Ai confini dell’Unione europea c’è un paese alle prese con la scelta tra un destino europeo e l’influenza della Russia di Vladimir Putin. Se questa descrizione vi fa pensare all’Ucraina, non è un caso. La Georgia, infatti, vive un periodo turbolento che per molti aspetti ricorda la crisi ucraina che ha preceduto la guerra.

La sera del 30 aprile la capitale Tbilisi ha vissuto nuovi scontri tra le forze dell’ordine e migliaia di manifestanti che si oppongono a una norma che definiscono “legge russa”. Si tratta di un testo direttamente ispirato alla legge sui cosiddetti agenti stranieri in Russia, il cui obiettivo è quello di ridurre il margine di manovra della società civile e non farle arrivare i finanziamenti dall’estero.

“Ci opponiamo a tutto ciò che ci separa dall’Unione europea”, ha dichiarato uno dei giovani leader del movimento contro il disegno di legge. A dicembre la Georgia ha ottenuto lo status di paese candidato all’ingresso nell’Unione europea, ma il 1 maggio i vertici di Bruxelles hanno fatto presente che la nuova legge allontana Tbilisi dall’adesione.

Per capire la posta in gioco bisogna allargare l’orizzonte: la Georgia fa parte degli stati rimasti orfani dopo il crollo del blocco sovietico. I paesi baltici e gli altri stati dell’Europa centrale e orientale sono rapidamente entrati nell’Unione europea e nella Nato, mentre più a est l’Ucraina, la Bielorussia, la Georgia e la Moldova sono rimaste fuori da ogni alleanza e alla mercé della pressione russa. Oggi l’esercito di Mosca occupa una parte dell’Ucraina, della Georgia e della Moldova, mentre la Bielorussia è stata interamente assorbita nell’orbita russa.

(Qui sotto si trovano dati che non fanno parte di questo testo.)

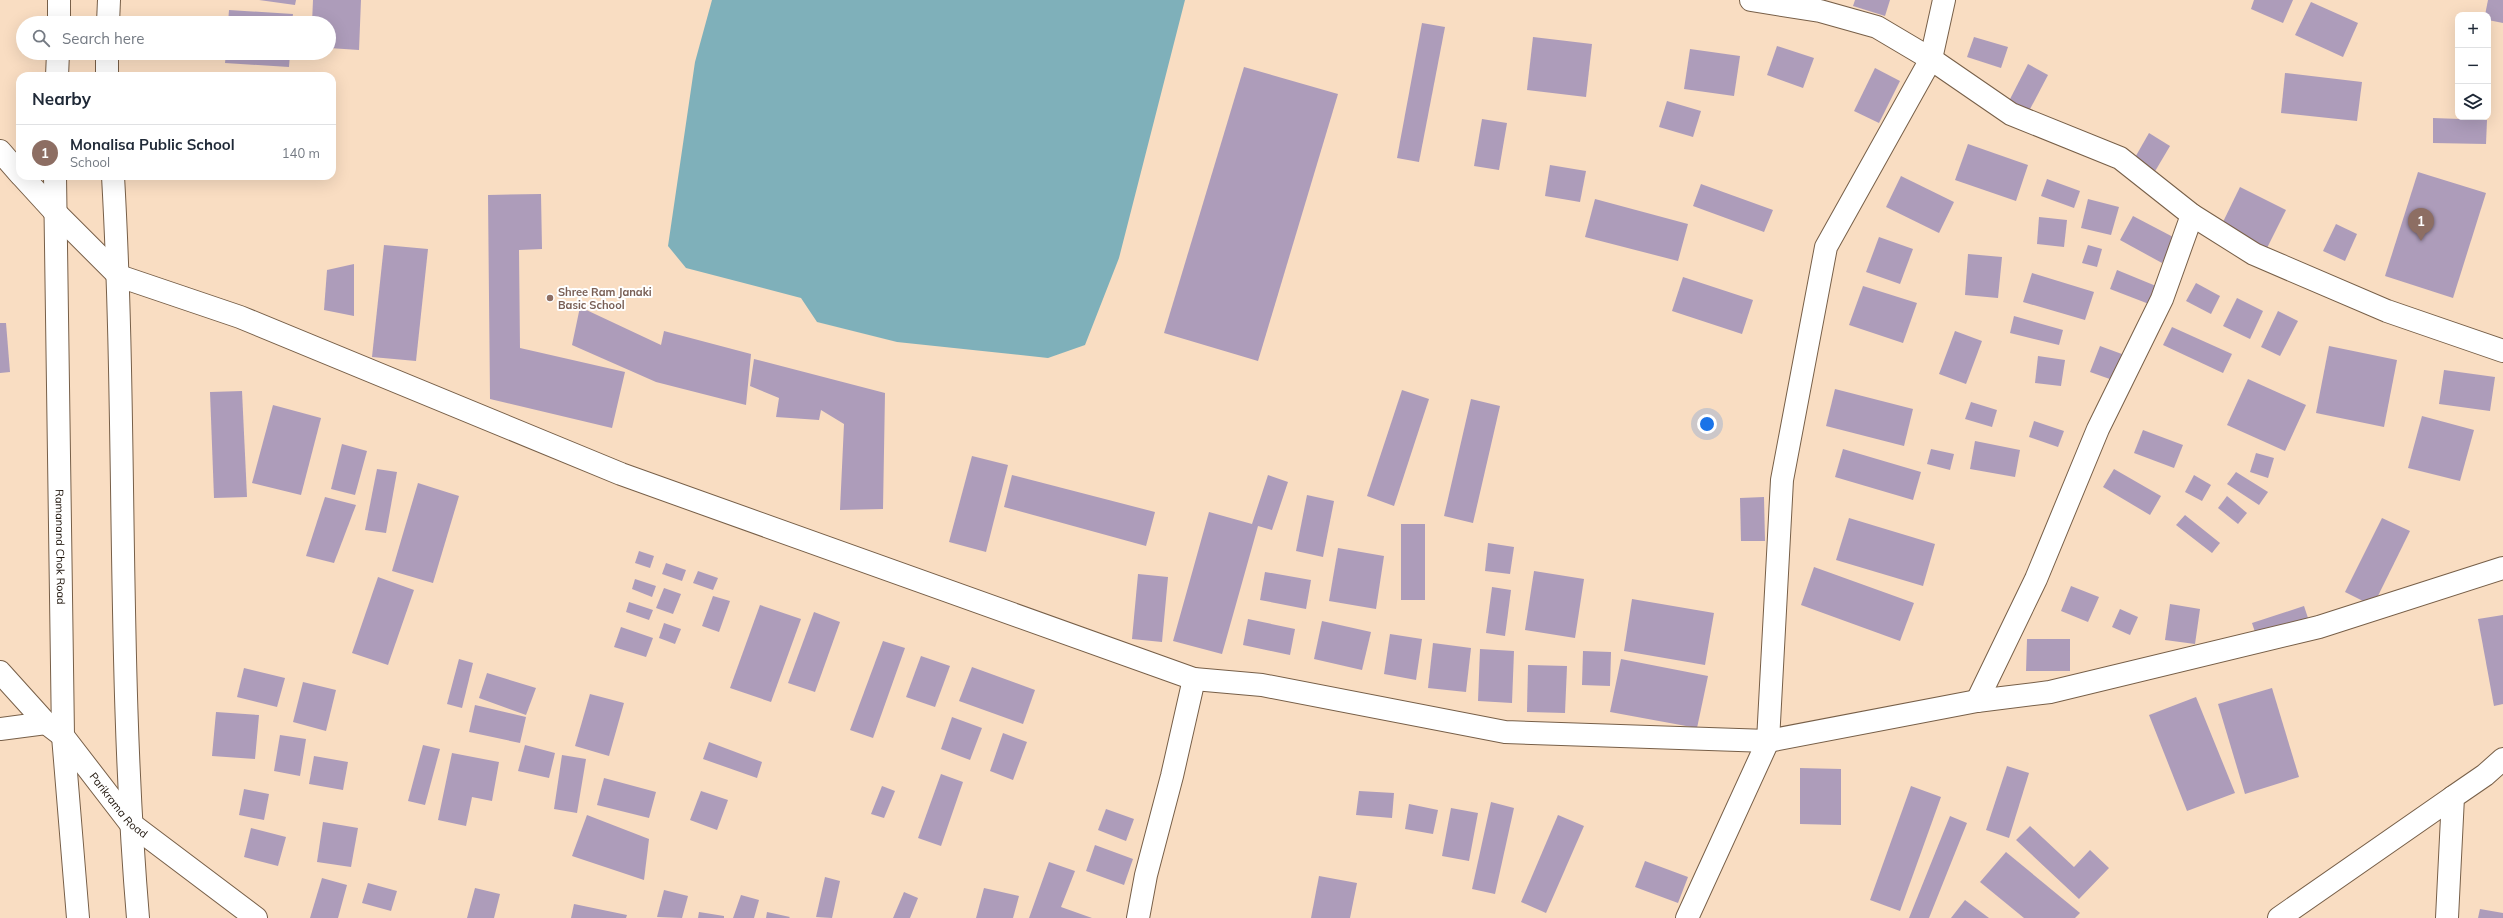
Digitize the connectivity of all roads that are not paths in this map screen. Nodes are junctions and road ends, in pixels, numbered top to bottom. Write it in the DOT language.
graph roads {
  1 [pos="59,0"];
  2 [pos="109,0"];
  3 [pos="1751,0"];
  4 [pos="1944,0"];
  5 [pos="59,16"];
  6 [pos="108,16"];
  7 [pos="1931,59"];
  8 [pos="58,60"];
  9 [pos="107,60"];
  10 [pos="57,72"];
  11 [pos="107,72"];
  12 [pos="0,151"];
  13 [pos="16,169"];
  14 [pos="26,180"];
  15 [pos="55,180"];
  16 [pos="113,180"];
  17 [pos="54,211"];
  18 [pos="2192,215"];
  19 [pos="119,276"];
  20 [pos="2503,351"];
  21 [pos="2503,568"];
  22 [pos="0,672"];
  23 [pos="1194,679"];
  24 [pos="1977,701"];
  25 [pos="46,723"];
  26 [pos="0,729"];
  27 [pos="63,736"];
  28 [pos="1768,741"];
  29 [pos="2503,759"];
  30 [pos="2452,797"];
  31 [pos="130,823"];
  32 [pos="78,918"];
  33 [pos="138,918"];
  34 [pos="256,918"];
  35 [pos="1138,918"];
  36 [pos="1687,918"];
  37 [pos="2279,918"];
  38 [pos="2447,918"];
  1 -- 5 [label="main road"];
  2 -- 6 [label="main road"];
  3 -- 7 [label="main road"];
  4 -- 7 [label="main road"];
  7 -- 18 [label="main road"];
  7 -- 28 [label="main road"];
  8 -- 10 [label="main road"];
  9 -- 11 [label="main road"];
  12 -- 13 [label="main road"];
  14 -- 17 [label="main road"];
  15 -- 17 [label="main road, Ramanand Chok Road"];
  16 -- 19 [label="main road"];
  17 -- 19 [label="main road"];
  17 -- 27 [label="main road, Ramanand Chok Road"];
  18 -- 20 [label="main road"];
  18 -- 24 [label="main road"];
  19 -- 23 [label="main road"];
  19 -- 31 [label="main road"];
  21 -- 24 [label="main road"];
  22 -- 25 [label="main road, Parikrama Road"];
  23 -- 28 [label="main road"];
  23 -- 35 [label="main road"];
  24 -- 28 [label="main road"];
  25 -- 26 [label="main road"];
  25 -- 27 [label="main road, Parikrama Road"];
  27 -- 31 [label="main road, Parikrama Road"];
  27 -- 32 [label="main road, Ramanand Chok Road"];
  28 -- 36 [label="main road"];
  29 -- 30 [label="main road"];
  30 -- 37 [label="main road"];
  30 -- 38 [label="main road"];
  31 -- 33 [label="main road"];
  31 -- 34 [label="main road, Parikrama Road"];
}
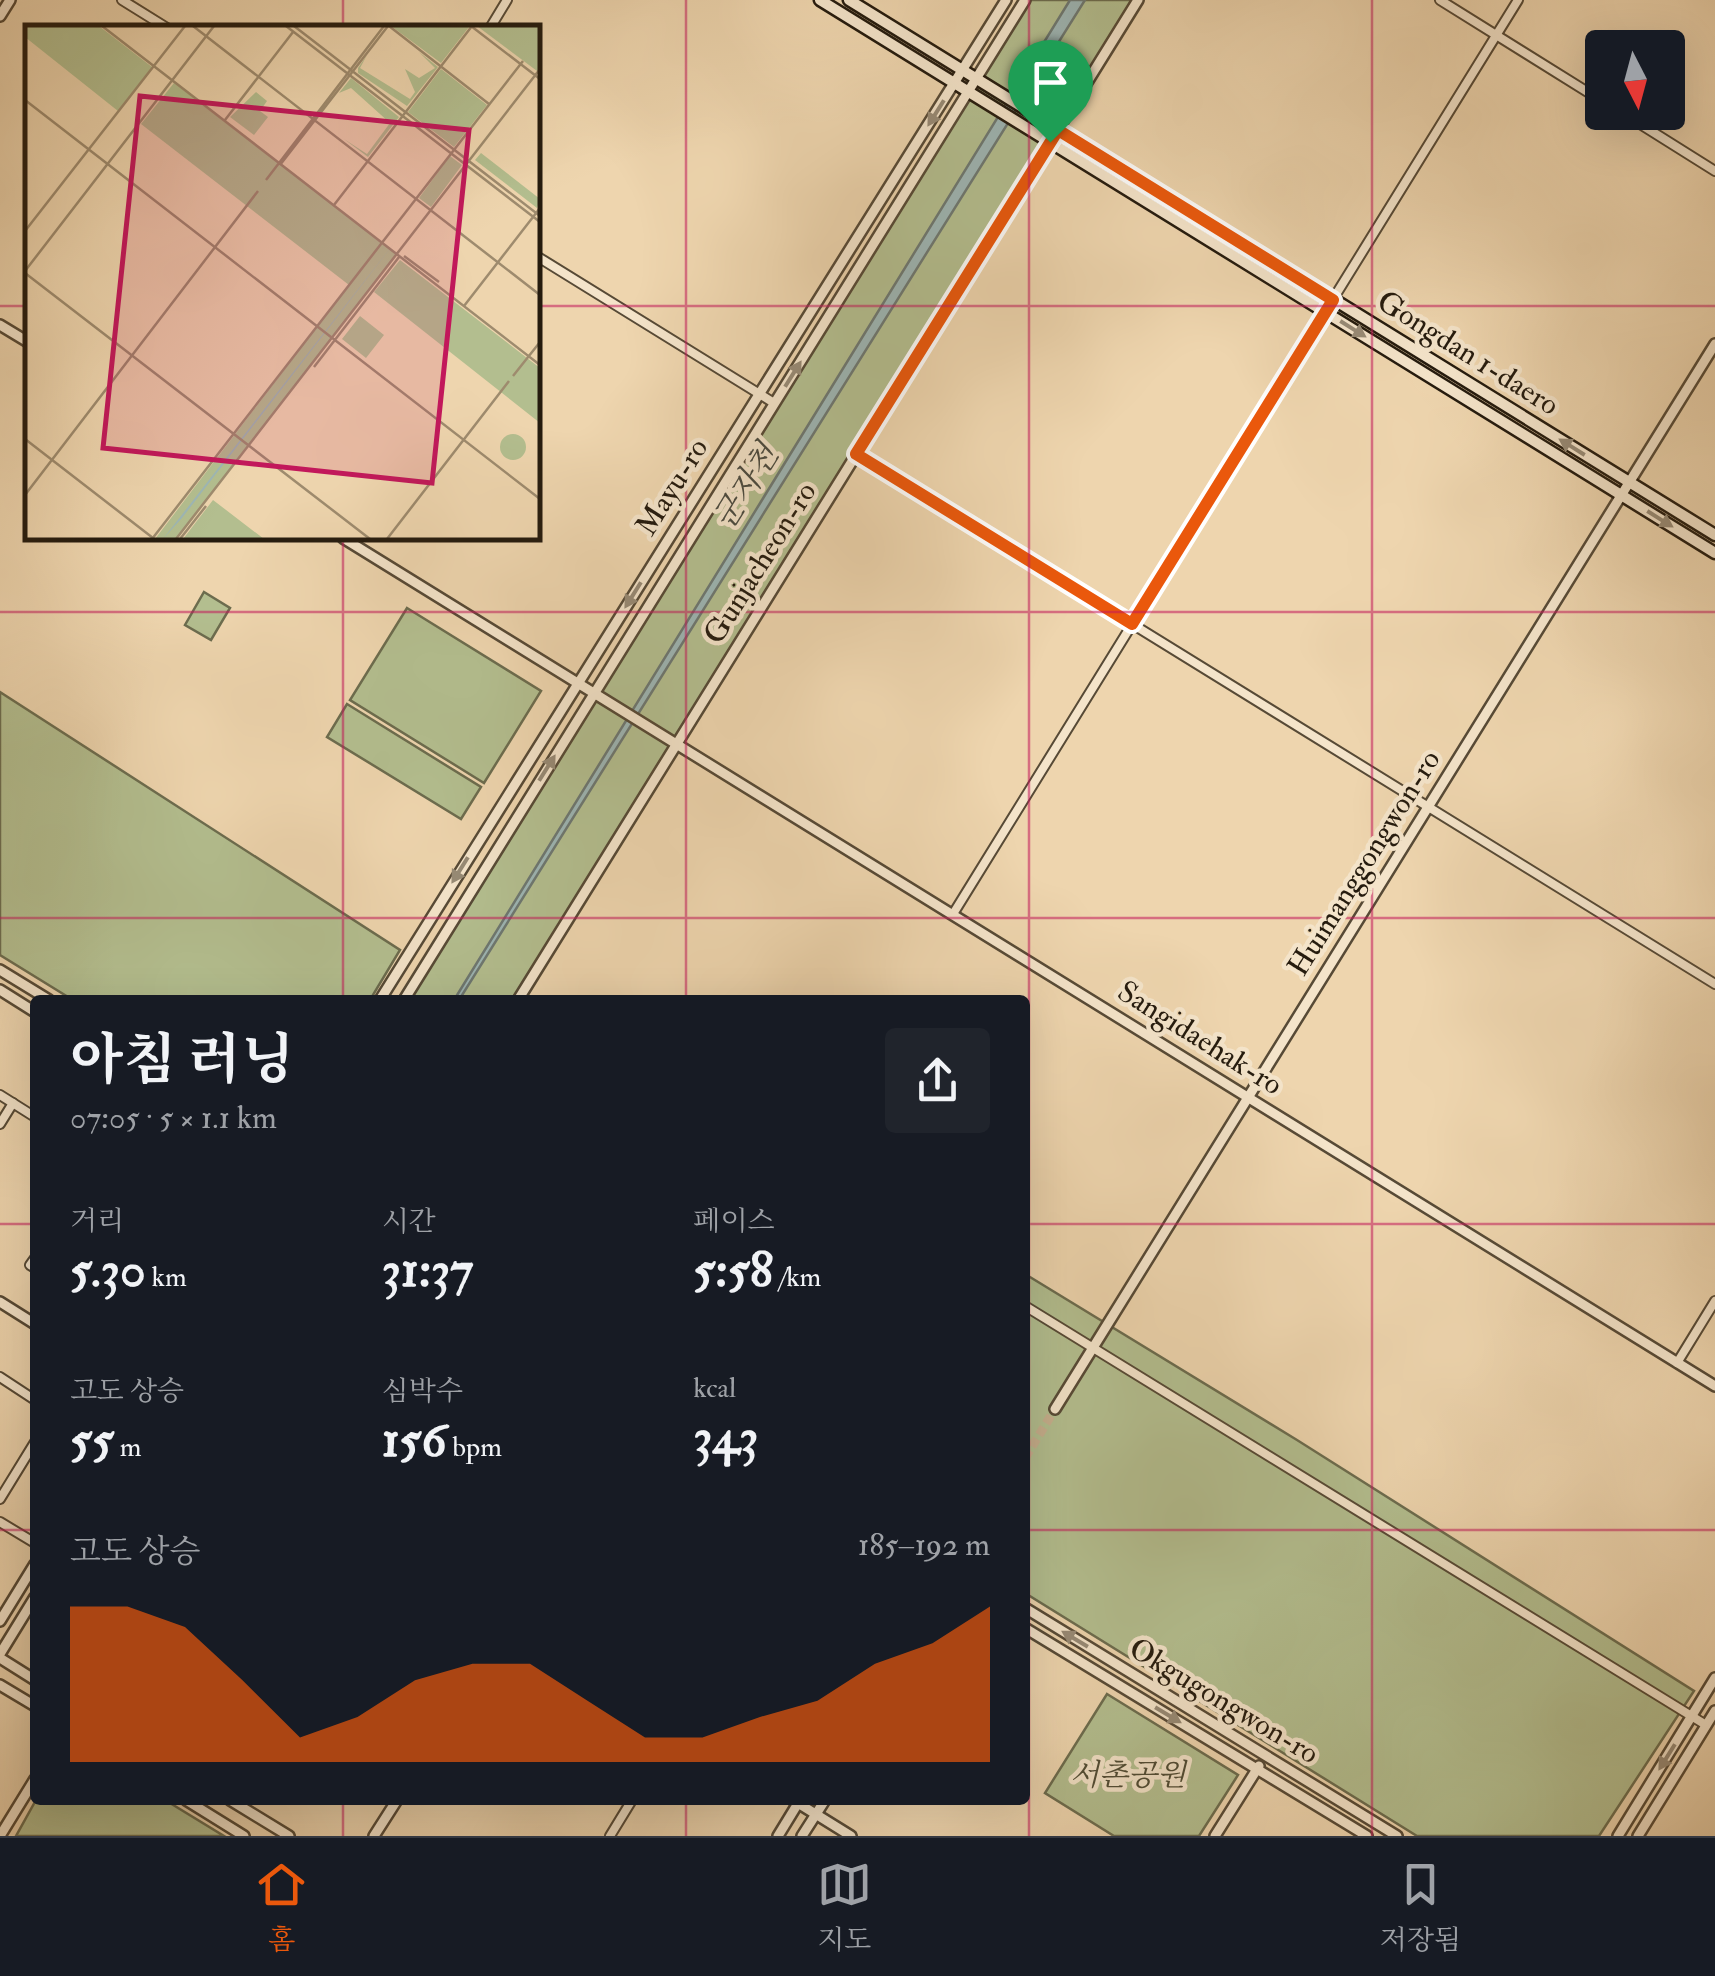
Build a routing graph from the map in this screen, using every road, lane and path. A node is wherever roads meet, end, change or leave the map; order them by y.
1 (10, 0) edge
2 (122, 0) edge
3 (507, 0) edge
4 (820, 0) edge
5 (849, 0) edge
6 (1006, 0) edge
7 (1025, 0) edge
8 (1138, 0) edge
9 (1440, 0) edge
10 (1518, 0) edge
11 (0, 16) edge
12 (162, 25) edge
13 (492, 25) edge
14 (1496, 36) junction
15 (963, 70) junction
16 (976, 79) junction
17 (955, 83) junction
18 (968, 91) junction
19 (1585, 91) edge
20 (1058, 130) junction
21 (1650, 130) edge
22 (1050, 142) junction
23 (1715, 171) edge
24 (540, 258) edge
25 (1333, 300) junction
26 (1325, 312) junction
27 (0, 325) edge
28 (25, 340) edge
29 (1715, 344) edge
30 (760, 394) junction
31 (774, 403) junction
32 (856, 454) junction
33 (1629, 482) junction
34 (1621, 495) junction
35 (1715, 535) edge
36 (346, 540) edge
37 (1715, 553) edge
38 (1132, 624) junction
39 (578, 682) junction
40 (594, 692) junction
41 (677, 744) junction
42 (1428, 807) junction
43 (953, 914) junction
44 (0, 970) edge
45 (1715, 984) edge
46 (0, 990) edge
47 (40, 995) edge
48 (383, 995) edge
49 (407, 995) edge
50 (524, 995) edge
51 (30, 1009) edge
52 (0, 1095) edge
53 (1248, 1098) junction
54 (13, 1103) junction
55 (30, 1114) edge
56 (0, 1124) edge
57 (1715, 1301) edge
58 (0, 1302) edge
59 (1030, 1309) edge
60 (30, 1321) edge
61 (1093, 1348) junction
62 (1677, 1363) junction
63 (0, 1377) edge
64 (1715, 1386) edge
65 (30, 1397) edge
66 (1055, 1409) tunnel mouth
67 (30, 1450) edge
68 (0, 1499) edge
69 (0, 1522) edge
70 (30, 1540) edge
71 (30, 1572) edge
72 (30, 1605) edge
73 (1030, 1611) edge
74 (0, 1621) edge
75 (1030, 1631) edge
76 (0, 1656) edge
77 (30, 1677) edge
78 (1715, 1678) edge
79 (0, 1685) edge
80 (30, 1703) edge
81 (1715, 1711) edge
82 (1692, 1716) junction
83 (1706, 1726) junction
84 (1266, 1755) junction
85 (1257, 1768) junction
86 (30, 1787) edge
87 (194, 1805) edge
88 (238, 1805) edge
89 (394, 1805) edge
90 (629, 1805) edge
91 (795, 1805) edge
92 (803, 1805) edge
93 (821, 1805) edge
94 (816, 1814) junction
95 (0, 1836) edge
96 (244, 1836) edge
97 (289, 1836) edge
98 (374, 1836) edge
99 (610, 1836) edge
100 (778, 1836) edge
101 (802, 1836) edge
102 (851, 1836) edge
103 (1216, 1836) edge
104 (1366, 1836) edge
105 (1397, 1836) edge
106 (1618, 1836) edge
107 (1638, 1836) edge

1 - 11 street
2 - 12 street
3 - 13 street
4 - 17 main road
5 - 15 main road
6 - 15 street, Mayu-ro
7 - 16 street, Mayu-ro
8 - 20 street, Gunjacheon-ro
9 - 14 street
10 - 14 street
14 - 19 street
14 - 25 street
15 - 16 main road
15 - 17 street, Mayu-ro
16 - 18 street, Mayu-ro
16 - 20 main road, Gongdan 1-daero
17 - 18 main road
17 -> 30 street, Mayu-ro
18 - 22 main road
31 -> 18 street, Mayu-ro
20 - 22 street, Gunjacheon-ro
20 - 25 main road, Gongdan 1-daero
21 - 23 street
22 - 26 main road
22 - 32 street, Gunjacheon-ro
24 - 30 street
25 - 26 street
33 -> 25 main road, Gongdan 1-daero
26 -> 34 main road
26 - 38 street
27 - 28 street
29 - 33 street, Huimanggongwon-ro
30 - 31 street
30 -> 39 street, Mayu-ro
31 - 40 street, Mayu-ro
32 - 38 street
32 - 41 street, Gunjacheon-ro
33 - 34 street, Huimanggongwon-ro
33 - 35 main road, Gongdan 1-daero
34 -> 37 main road
34 - 42 street, Huimanggongwon-ro
36 - 39 street
38 - 42 street
38 - 43 street
39 - 40 street
39 -> 48 street, Mayu-ro
40 - 41 street, Sangidaehak-ro
49 -> 40 street, Mayu-ro
41 - 43 street, Sangidaehak-ro
41 - 50 street, Gunjacheon-ro
42 - 45 street
42 - 53 street, Huimanggongwon-ro
43 - 53 street, Sangidaehak-ro
44 - 47 street
46 - 51 street
52 - 54 street
53 - 61 street, Huimanggongwon-ro
53 - 62 street, Sangidaehak-ro
54 - 55 street
54 - 56 street
57 - 62 street
58 - 60 street
59 - 61 street
61 - 66 street, Huimanggongwon-ro
61 - 82 street
62 - 64 street, Sangidaehak-ro
63 - 65 street
67 - 68 street
69 - 70 street
71 - 74 street
72 - 76 street
84 -> 73 street, Okgugongwon-ro
75 -> 85 street, Okgugongwon-ro
76 - 77 street
78 - 82 street
79 - 80 street
81 - 83 street
82 - 83 street
82 -> 106 street
83 - 107 street
84 - 85 street
84 - 105 street, Okgugongwon-ro
85 - 103 street
85 - 104 street, Okgugongwon-ro
86 - 95 street
87 - 96 street
88 - 97 street
89 - 98 street
90 - 99 street
91 - 100 street
92 - 94 street
93 - 94 street
94 - 101 street
94 - 102 street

Dopo l’invasione dell’Ucraina, a febbraio del 2022, gli eventi hanno subìto un’accelerata. La Moldova e l’Ucraina hanno compiuto i primi passi verso l’adesione all’Unione europea.

Resta la Georgia, candidata all’adesione ma nelle mani di un governo vicino al Cremlino. L’uomo che opera nell’ombra a Tbilisi, Bidzina Ivanishvili, ha accumulato un’enorme ricchezza in Russia e oggi impone al paese un autoritarismo crescente ispirato ai metodi di Putin. Questo è il contesto in cui si sviluppa la crisi attuale.

Per il momento si tratta di una crisi politica, tra una popolazione favorevole all’integrazione europea e un governo populista sempre più autoritario. In vista delle elezioni legislative che si terranno in autunno, l’attuale giro di vite è un primo passo per assicurare la riconferma del partito Sogno georgiano.

La legge russa è diventata l’oggetto del braccio di ferro tra i cittadini e le autorità. Salomé Zourabichvili, presidente georgiana dai poteri limitati, si oppone al testo e ha diritto di veto, ma il governo può contare su un sostegno sufficiente in parlamento per forzare la mano.

La crisi ricorda l’Ucraina prima della rivoluzione di Maidan del 2014, che ha sancito la sconfitta di chi non voleva riavvicinare Kiev all’Europa. Sappiamo bene com’è andata a finire e quanto sia stata tragica l’evoluzione della vicenda. L’Unione non ha molti strumenti per influenzare la situazione in Georgia, a parte il fatto di essere una fonte d’ispirazione e speranza per i manifestanti. Questo aspetto non va dimenticato.